By Mark Brown
Chicago Sun-Times
EVANSTON, Ill. — Cynthia Jefferson, 44, of Evanston, picked out a cream-colored satin party dress for her wedding day in hopes of being color-coordinated with the groom, Jake Smith.
It was a tough color match. He was wearing the standard-issue tan jail uniform with 3XL printed in bold lettering on the front and DOC on the back.
The tall, imposing Smith could barely be heard as he said his vows, apparently something to do with having his mouth wired from injuries suffered last month during a fight at the jail.
When it came her turn to say, “I do,” Jefferson first joked, “I don’t know about that,” then added: “Yes, I do.”
The newlywed Mrs. Smith said later she’d considered tan scrubs before settling on the low-cut dress, which better displayed a tattoo with Jake’s name above her left breast.
“After all, I’m a lady,” she told me.
Welcome to wedding season at Cook County Jail, an annual three-day stretch when inmates are allowed to get hitched.
I watched Tuesday as 15 inmates from the jail’s maximum security division were married in short, individual ceremonies in the presiding judge’s chambers at the Cook County Criminal Courts Building. Eight others were scheduled to be wed but their brides-to-be never showed.
An additional 40 male inmates are scheduled for weddings over today and Thursday. No inmates sought to take advantage of the new Illinois law legalizing civil unions.
Court personnel still talk about the time two brides showed up to marry the same inmate. They had to call that one off.
As you might expect, Darnisha Ivory, 23, didn’t grow up planning such a wedding.
“I wanted to be on ‘Bridezillas’ with my mom yelling at the bridesmaids. I never imagined myself getting married here,” Ivory told me as she waited several tense hours while her fiance was temporarily misplaced during the shuffle to get him to the altar. Not getting married this day could have meant waiting another entire year.

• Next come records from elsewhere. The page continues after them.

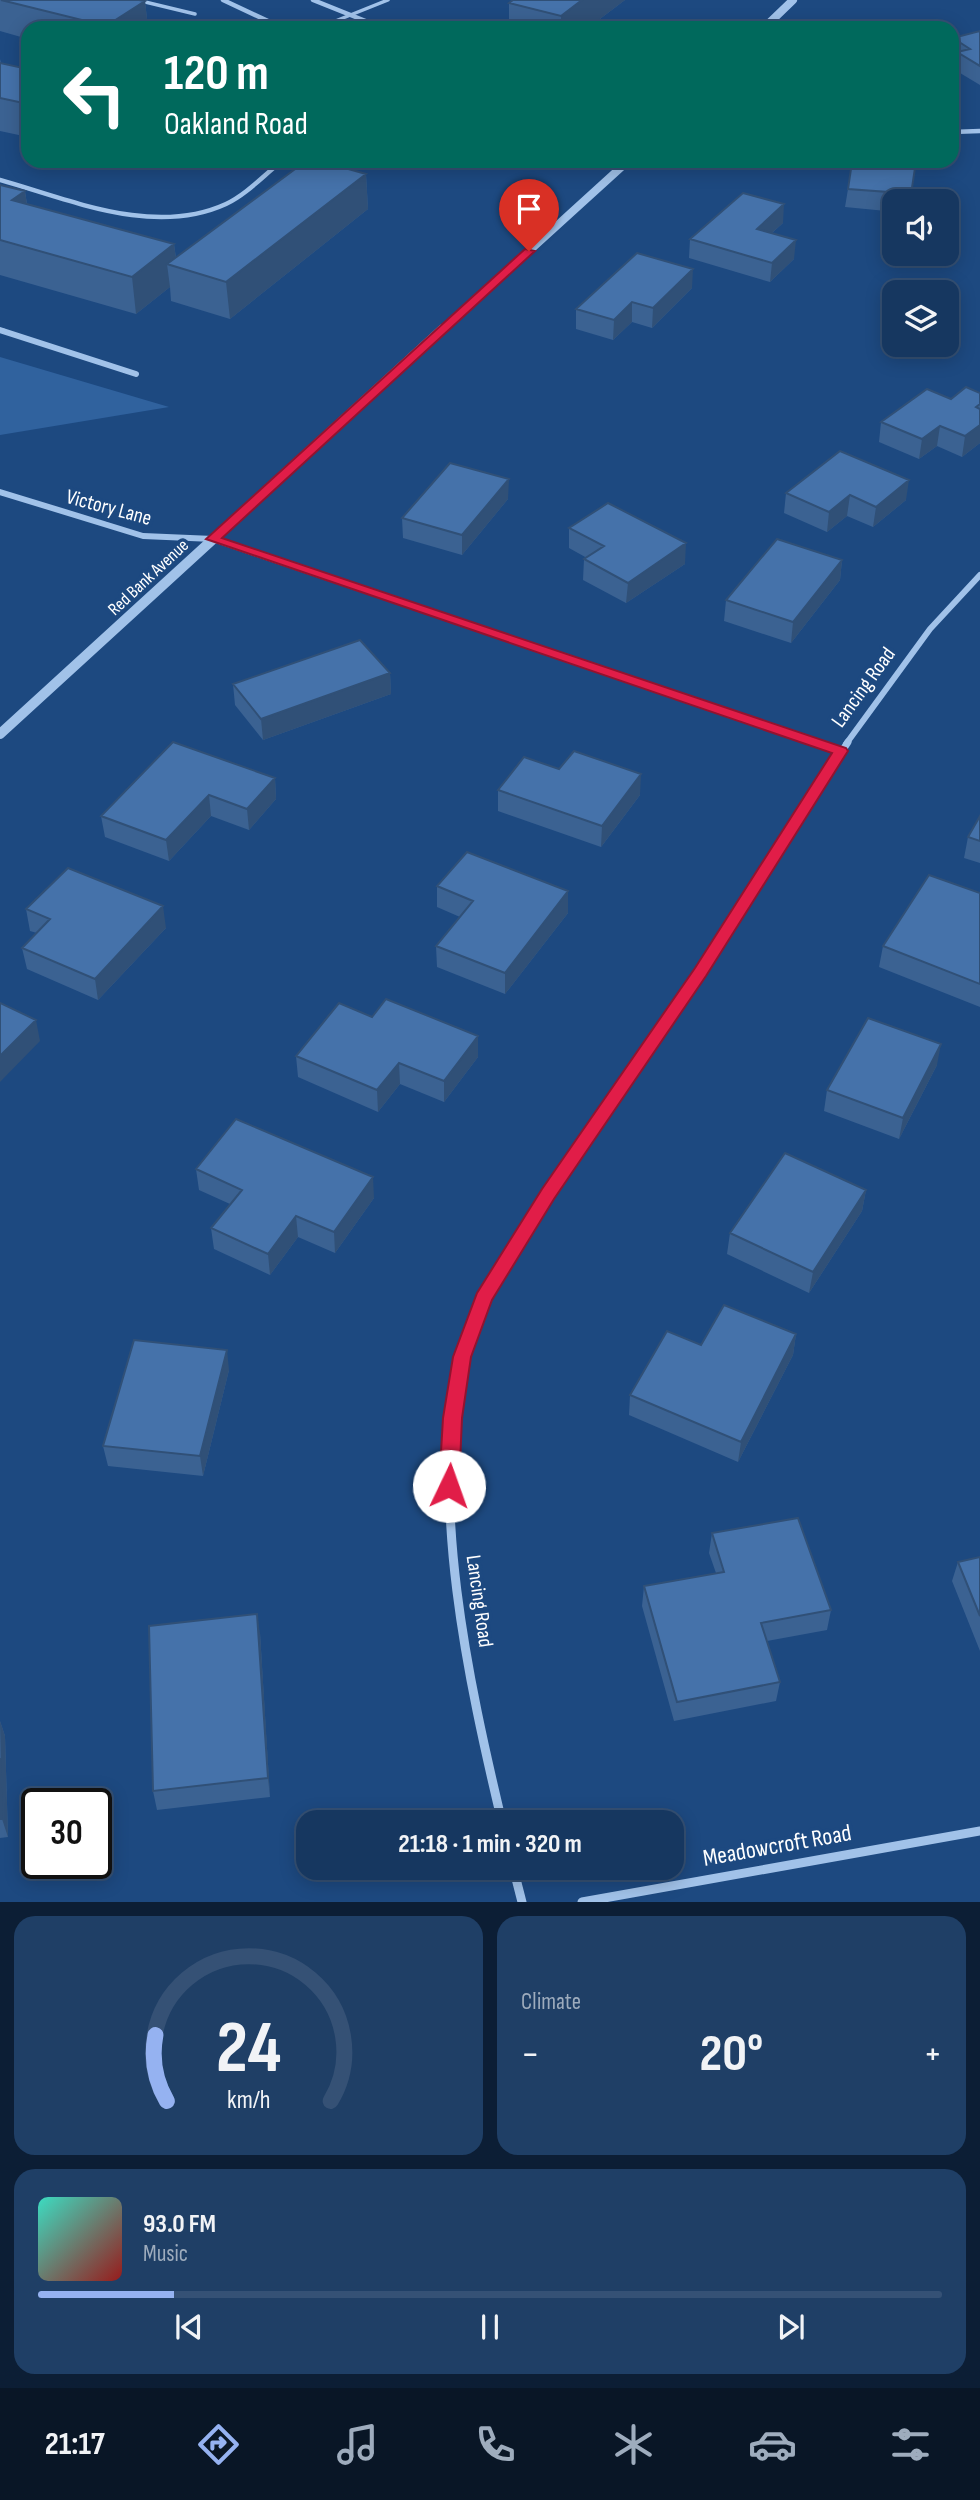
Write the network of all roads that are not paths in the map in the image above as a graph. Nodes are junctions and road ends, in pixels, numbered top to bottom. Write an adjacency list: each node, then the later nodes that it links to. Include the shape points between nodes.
1 (137, 0): 6 (lane)
2 (223, 0): 8 (street)
3 (313, 0): 7 (street)
4 (388, 0): 7 (lane)
5 (793, 0): 11 (street)
6 (195, 14)
7 (352, 15): 9 (lane); 10 (street)
8 (269, 21)
9 (336, 21)
10 (366, 21)
11 (771, 21)
12 (980, 131): 13 (street)
13 (959, 132)
14 (273, 168): 16 (street, via 227,203 183,217 141,217)
15 (620, 168): 20 (street, Red Bank Avenue)
16 (0, 180)
17 (0, 330): 18 (street)
18 (136, 374)
19 (0, 492): 20 (street, Victory Lane, via 143,536)
20 (213, 539): 22 (street, Red Bank Avenue); 23 (street, Victory Lane)
21 (980, 575): 23 (street, Lancing Road, via 930,629)
22 (0, 734)
23 (841, 751): 24 (street, Lancing Road, via 666,1024 541,1206 484,1298 462,1357 452,1418 449,1486 454,1558 475,1709)
24 (499, 1810)
25 (980, 1830): 28 (street, Meadowcroft Road)
26 (516, 1880): 27 (street)
27 (522, 1902)
28 (582, 1902)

Still, she was all smiles upon completing her marriage to Deangelo Bridges, 24, who is awaiting trial on charges that he sexually assaulted an 11-year-old girl.

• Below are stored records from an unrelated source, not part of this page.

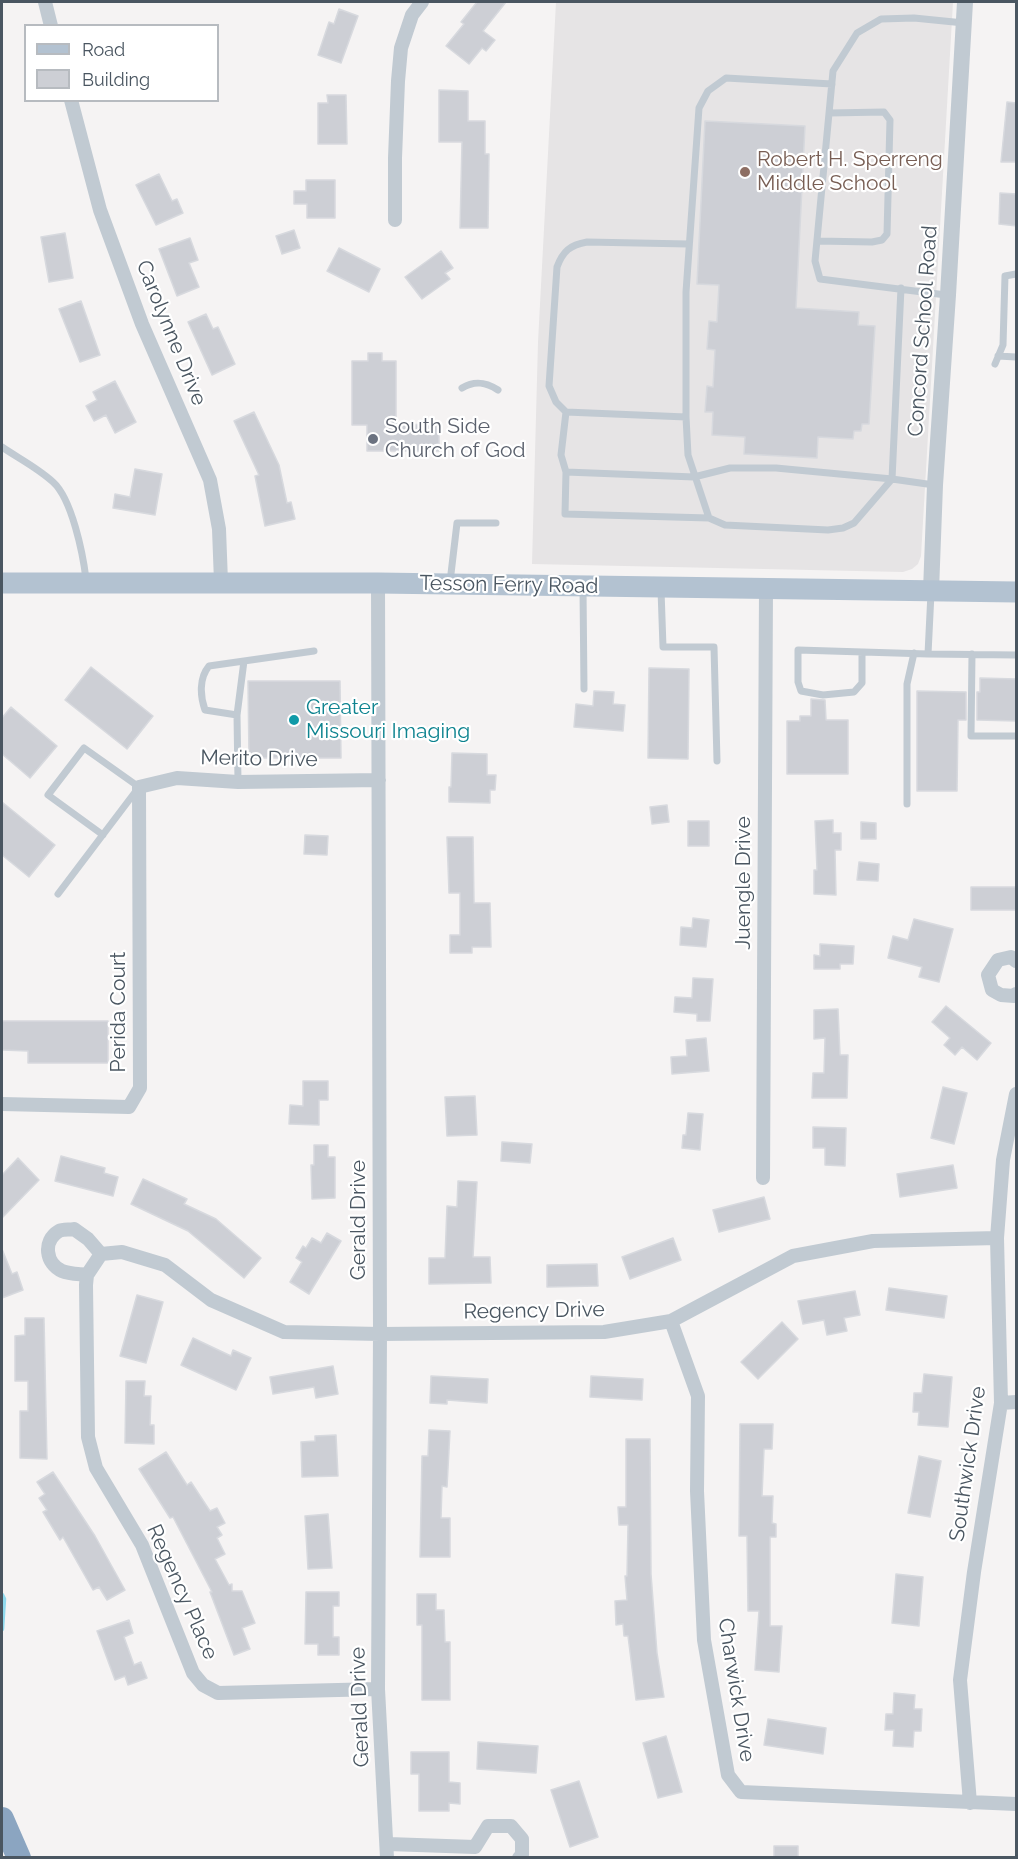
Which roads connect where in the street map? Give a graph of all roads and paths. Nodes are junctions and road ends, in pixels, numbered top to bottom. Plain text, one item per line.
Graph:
1 (45, 2) edge
2 (422, 2) edge
3 (964, 2) edge
4 (963, 23) junction
5 (50, 24) edge
6 (832, 84) junction
7 (72, 102) edge
8 (829, 113) junction
9 (395, 220) dead end
10 (817, 241) junction
11 (688, 244) junction
12 (1017, 274) edge
13 (901, 288) junction
14 (948, 295) junction
15 (998, 356) junction
16 (1017, 357) edge
17 (995, 364) dead end
18 (462, 388) dead end
19 (498, 390) dead end
20 (566, 412) junction
21 (686, 417) junction
22 (2, 447) edge
23 (566, 471) junction
24 (694, 477) junction
25 (892, 479) junction
26 (935, 485) junction
27 (709, 518) junction
28 (496, 523) dead end
29 (86, 582) junction
30 (221, 582) junction
31 (2, 583) edge
32 (378, 583) junction
33 (450, 584) junction
34 (583, 586) junction
35 (660, 587) junction
36 (766, 589) junction
37 (931, 591) junction
38 (1017, 592) edge
39 (314, 651) dead end
40 (862, 652) junction
41 (914, 653) junction
42 (928, 654) junction
43 (972, 654) junction
44 (1017, 655) edge
45 (244, 661) junction
46 (584, 689) dead end
47 (237, 715) junction
48 (1017, 736) edge
49 (717, 761) dead end
50 (379, 780) junction
51 (238, 782) junction
52 (139, 787) junction
53 (907, 804) dead end
54 (103, 835) junction
55 (58, 894) dead end
56 (1017, 961) edge
57 (1017, 994) edge
58 (1017, 1094) edge
59 (2, 1104) edge
60 (763, 1178) dead end
61 (997, 1238) junction
62 (101, 1254) junction
63 (87, 1275) junction
64 (671, 1321) junction
65 (380, 1334) junction
66 (1017, 1402) edge
67 (1001, 1404) junction
68 (378, 1689) junction
69 (970, 1803) junction
70 (1017, 1804) edge
71 (2, 1819) edge
72 (387, 1851) edge
73 (477, 1852) edge
74 (18, 1857) edge
75 (519, 1857) edge

1 - 5 street
2 - 9 street
3 - 4 street, Concord School Road
4 - 6 lane
4 - 14 street, Concord School Road
6 - 8 lane
6 - 11 lane
7 - 30 street, Carolynne Drive
8 - 10 lane
8 - 10 lane
10 - 13 lane
11 - 20 lane
11 - 21 lane
12 - 15 lane
13 - 14 lane
13 - 25 lane
14 - 26 street, Concord School Road
15 - 16 lane
15 - 17 lane
18 - 19 lane
20 - 21 lane
20 - 23 lane
21 - 24 lane
22 - 29 lane
23 - 24 lane
23 - 27 lane
24 - 25 lane
24 - 27 lane
25 - 26 lane
25 - 27 lane
26 - 37 street, Concord School Road
28 - 33 lane
29 - 30 main road, Tesson Ferry Road
29 - 31 main road, Tesson Ferry Road
30 - 32 main road, Tesson Ferry Road
32 - 33 main road, Tesson Ferry Road
32 - 50 street, Gerald Drive
33 - 34 main road, Tesson Ferry Road
34 - 35 main road, Tesson Ferry Road
34 - 46 lane
35 - 36 main road, Tesson Ferry Road
35 - 49 lane
36 - 37 main road, Tesson Ferry Road
36 - 60 street, Juengle Drive
37 - 38 main road, Tesson Ferry Road
37 - 42 lane
39 - 45 lane
40 - 40 lane
40 - 41 lane
41 - 42 lane
41 - 53 lane
42 - 43 lane
43 - 44 lane
43 - 48 lane
45 - 47 lane
45 - 47 lane
47 - 51 lane
50 - 51 street, Merito Drive
50 - 65 street, Gerald Drive
51 - 52 street, Merito Drive
52 - 54 lane
52 - 54 lane
52 - 59 street, Perida Court
54 - 55 lane
56 - 57 street
58 - 61 street, Southwick Drive
61 - 64 street, Regency Drive
61 - 67 street, Southwick Drive
62 - 63 street
62 - 63 street
62 - 65 street, Regency Drive
63 - 68 street, Regency Place
64 - 65 street, Regency Drive
64 - 69 street, Charwick Drive
65 - 68 street, Gerald Drive
66 - 67 street
67 - 69 street, Southwick Drive
68 - 72 street, Gerald Drive
69 - 70 street, Charwick Drive
71 - 74 highway
72 - 73 street
73 - 75 street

“I’ve been with Deangelo since I was 12 years old,” Darnisha said, adding that the couple have three children and had already been planning to get married before his arrest a year and a half ago.
Bridges held a job building playgrounds at Chicago Public Schools before his arrest, which was his first time in trouble with the law, she said. She fears he could be facing seven years in prison.
“It does scare me a lot because I’m worried about his well-being and because it’s a struggle for me and the kids,” the newlywed Mrs. Bridges said.
The new Mrs. Smith knows the question everybody wants answered because all her friends and family have asked her: “Why would you marry somebody in jail?”
She said that hurt her feelings.
“We knew we loved each other,” she said of Smith, who was dubbed the “polite bandit” by police last September after he was charged with home invasion in connection with three Skokie residential burglaries. In one of the cases, police said Smith repeatedly apologized to the victim as he stole her cash and jewelry, saying he needed the money to support his children.
I realize the whole notion of jail weddings sounds terribly sad and bleak, but there were many tender moments - if you didn’t know the defendants’ backgrounds.
Thadieus Goods, a 300-pound hulk, received special attention as a high-security risk when he was led into court with a belly chain and shock restraint on his ankle, then meekly pulled a slip of paper from his pocket after the formal vows and asked to read something he’d written for the occasion.
“You are everything a man could ever dream of,” Goods told the former Pearlissa Stevenson. “Your beauty is unrivaled, and your heart is bigger than the world.”
Later, I learned Goods was among four people accused of putting 18 bullets in a Chicago man in 2007 in the parking lot of a Lansing apartment complex.
Given an invitation to kiss the bride, most of the inmates and their new wives exchanged only quick smooches, then pulled each other tight for longer, more heartfelt hugs - possibly their last touch for years for those headed to prison.
Criminal Court Judge Neera Walsh, who performed many of the ceremonies along with Judges Domenica Stephenson and Timothy Joyce, enjoyed the assignment.
“It’s one of the few times people walk out of this building and both sides are happy,” Walsh said.
This also may be the only wedding setting where the groom is required to return his ring to the bride — a security precaution before being returned to his cell.